ガーデン防衛45
何かを探っている者達の間を縫うようにしながらシロッカス邸の近くまで戻ってきたヒヅキは、シロッカス邸の前で立っている二人の人物に目を向ける。
(あれは……)
そのままその人物達に近づいたヒヅキは、優しく声を掛けた。
「そんな所に立たれてどうかされましたか? アイリスさん」
その声に反応したアイリスは、ヒヅキの姿を確認するなり駆け寄ってくる。
「ご、ご無事でしたか! 良かったですわ」
アイリスはヒヅキの前で立ち止まると、大きく安堵の息を吐いた。
「ご心配をおかけしたようで申し訳ございません」
そんなアイリスに、ヒヅキは謝罪するように頭を下げた。
「い、いえ! ヒヅキさんは何も悪くありませんので、頭をお上げください!」
頭を下げたヒヅキに慌てたアイリスは、わたわたとしながら頭を上げるようにお願いする。
「ですが……不謹慎ながらも、心配して頂けるのは嬉しいものですね」
そう言ってふわりと柔らかく微笑むヒヅキに、アイリスは顔を赤らめ、視線を忙しなく周囲に向ける。
「と、当然の事です! その、私にとってヒヅキさんはか、家族みたいなものですから!」
照れながらそう伝えたアイリスに、ヒヅキは僅かに驚いたような表情を浮かべると、優しい笑みを浮かべた。
「私みたいなものに、ありがとうございます」
しかし、アイリスにはヒヅキのその笑みも言葉も哀しいもののように思えて、胸がちくりと痛む。
「えっと、お顔の傷は大丈夫ですか? それにお召し物も」
そんなヒヅキを見ていられなくなったアイリスは、目についた事を問い掛けて話題を変える。
「顔の傷、ですか?」
アイリスの問いに意外そうな表情をして、ヒヅキは自分の顔を確かめるように手で触れる。
「ああ、顔の傷は盲点でした」
それで小さな傷が幾つも付いている事を確認したヒヅキは、自分の顔に回復魔法を施す。
「これでどうでしょうか?」
ヒヅキがそう問い掛けるも、アイリスは驚きの表情を浮かべたまま固まっている。
「アイリスさん?」
そんなアイリスに、ヒヅキは心配そうに呼びかけた。
「は、はい!」
それで我に返ったアイリスは思わず大きな声を出してしまい、慌てて恥ずかしそうに口を押えた。
そんな仕草に好意的な笑みを向けながら、ヒヅキは再度確認の問いを行う。
「これで傷は治ったでしょうか?」
「はい、まるで傷などなかったかのようですわ」
「それはよかった」
アイリスの返答に、ヒヅキは安堵の息を小さく吐く。
「ヒヅキさんは治癒の魔法も扱えるのですのね」
その言葉に、ヒヅキはアイリスが何故驚いていたのかに思い至る。
「つい最近修得したばかりですが、珍しいですか?」
「はい。

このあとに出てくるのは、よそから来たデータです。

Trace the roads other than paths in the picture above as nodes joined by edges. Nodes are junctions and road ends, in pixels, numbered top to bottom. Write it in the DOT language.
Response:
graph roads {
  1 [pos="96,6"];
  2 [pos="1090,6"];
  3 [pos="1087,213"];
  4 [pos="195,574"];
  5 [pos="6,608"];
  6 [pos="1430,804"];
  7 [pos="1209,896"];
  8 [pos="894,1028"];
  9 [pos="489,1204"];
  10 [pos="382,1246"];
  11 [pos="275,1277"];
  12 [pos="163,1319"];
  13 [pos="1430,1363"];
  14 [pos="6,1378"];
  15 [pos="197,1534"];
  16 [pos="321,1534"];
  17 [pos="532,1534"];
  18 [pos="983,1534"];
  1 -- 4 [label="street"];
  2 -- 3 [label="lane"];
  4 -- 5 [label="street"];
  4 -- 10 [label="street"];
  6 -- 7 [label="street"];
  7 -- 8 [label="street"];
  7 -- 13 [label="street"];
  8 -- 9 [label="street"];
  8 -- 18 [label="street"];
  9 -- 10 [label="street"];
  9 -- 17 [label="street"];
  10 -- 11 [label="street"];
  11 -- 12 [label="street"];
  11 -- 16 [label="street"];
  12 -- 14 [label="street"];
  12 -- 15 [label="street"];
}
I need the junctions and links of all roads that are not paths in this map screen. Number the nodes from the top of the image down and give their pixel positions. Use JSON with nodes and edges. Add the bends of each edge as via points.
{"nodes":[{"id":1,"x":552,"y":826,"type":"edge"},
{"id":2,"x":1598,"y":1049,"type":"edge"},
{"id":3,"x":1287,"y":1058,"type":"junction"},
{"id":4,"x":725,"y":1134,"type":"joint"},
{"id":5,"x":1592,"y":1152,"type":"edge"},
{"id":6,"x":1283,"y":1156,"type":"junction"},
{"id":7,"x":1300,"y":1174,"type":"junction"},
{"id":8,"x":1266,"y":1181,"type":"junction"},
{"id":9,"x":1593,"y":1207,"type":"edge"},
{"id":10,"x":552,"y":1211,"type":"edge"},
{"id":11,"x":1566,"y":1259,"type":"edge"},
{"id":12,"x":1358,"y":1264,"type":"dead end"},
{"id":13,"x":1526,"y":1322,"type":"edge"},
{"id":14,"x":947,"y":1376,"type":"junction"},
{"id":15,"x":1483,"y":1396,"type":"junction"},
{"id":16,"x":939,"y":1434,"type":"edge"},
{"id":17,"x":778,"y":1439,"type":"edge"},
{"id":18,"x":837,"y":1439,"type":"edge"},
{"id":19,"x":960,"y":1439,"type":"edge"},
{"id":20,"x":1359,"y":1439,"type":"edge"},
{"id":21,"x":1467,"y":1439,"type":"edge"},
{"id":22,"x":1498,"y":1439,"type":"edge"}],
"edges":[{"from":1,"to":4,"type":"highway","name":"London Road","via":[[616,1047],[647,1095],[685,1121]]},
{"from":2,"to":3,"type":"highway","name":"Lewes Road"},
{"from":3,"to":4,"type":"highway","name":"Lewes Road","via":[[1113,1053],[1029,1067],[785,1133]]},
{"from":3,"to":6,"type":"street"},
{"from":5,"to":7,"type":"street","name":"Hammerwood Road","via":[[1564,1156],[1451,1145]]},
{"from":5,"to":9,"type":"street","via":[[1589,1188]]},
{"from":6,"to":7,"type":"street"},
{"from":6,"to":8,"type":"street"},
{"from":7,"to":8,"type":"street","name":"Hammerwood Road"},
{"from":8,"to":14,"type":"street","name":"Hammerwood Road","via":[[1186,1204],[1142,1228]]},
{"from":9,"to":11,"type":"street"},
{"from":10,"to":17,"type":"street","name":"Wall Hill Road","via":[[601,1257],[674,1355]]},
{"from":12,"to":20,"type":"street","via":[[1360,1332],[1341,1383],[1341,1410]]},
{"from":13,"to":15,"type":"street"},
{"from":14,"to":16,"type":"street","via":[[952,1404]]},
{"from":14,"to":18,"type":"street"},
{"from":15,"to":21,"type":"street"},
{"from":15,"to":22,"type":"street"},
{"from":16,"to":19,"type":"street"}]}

魔法を扱う冒険者の方々の中でも、治癒魔法が使える方は多くは無いと聞いておりますわ」
「そうなんですか」
ヒヅキは頷きながら、カトーは貴重な魔法の使い手だったのかと認識を改める。
「ですから、癒しの魔法が扱える方は引く手数多だと言われていますわ」
「なるほど、でしたらこれはあまり人前で使わない方いいですね。貴重な情報をありがとうございます」
他人の前で使う前に知れてよかったと内心で胸をなでおろしながら、アイリスに礼を言う。
「それで、ここで立ち話もよいのですが、服も着替えたいので中に入りませんか?」
そこで誰かが近づいてくる気配に気づいたヒヅキは、自然な感じでアイリスにそう提案する。
「そ、そうですわね。ヒヅキさんにお会いできた嬉しさのあまり失念していましたわ」
アイリスは恥ずかしそうにしながらも、ヒヅキの手を少し掴んで家へと戻っていく。
玄関では、アイリスと一緒に待っていたシンビが、玄関の扉を開けて待っていた。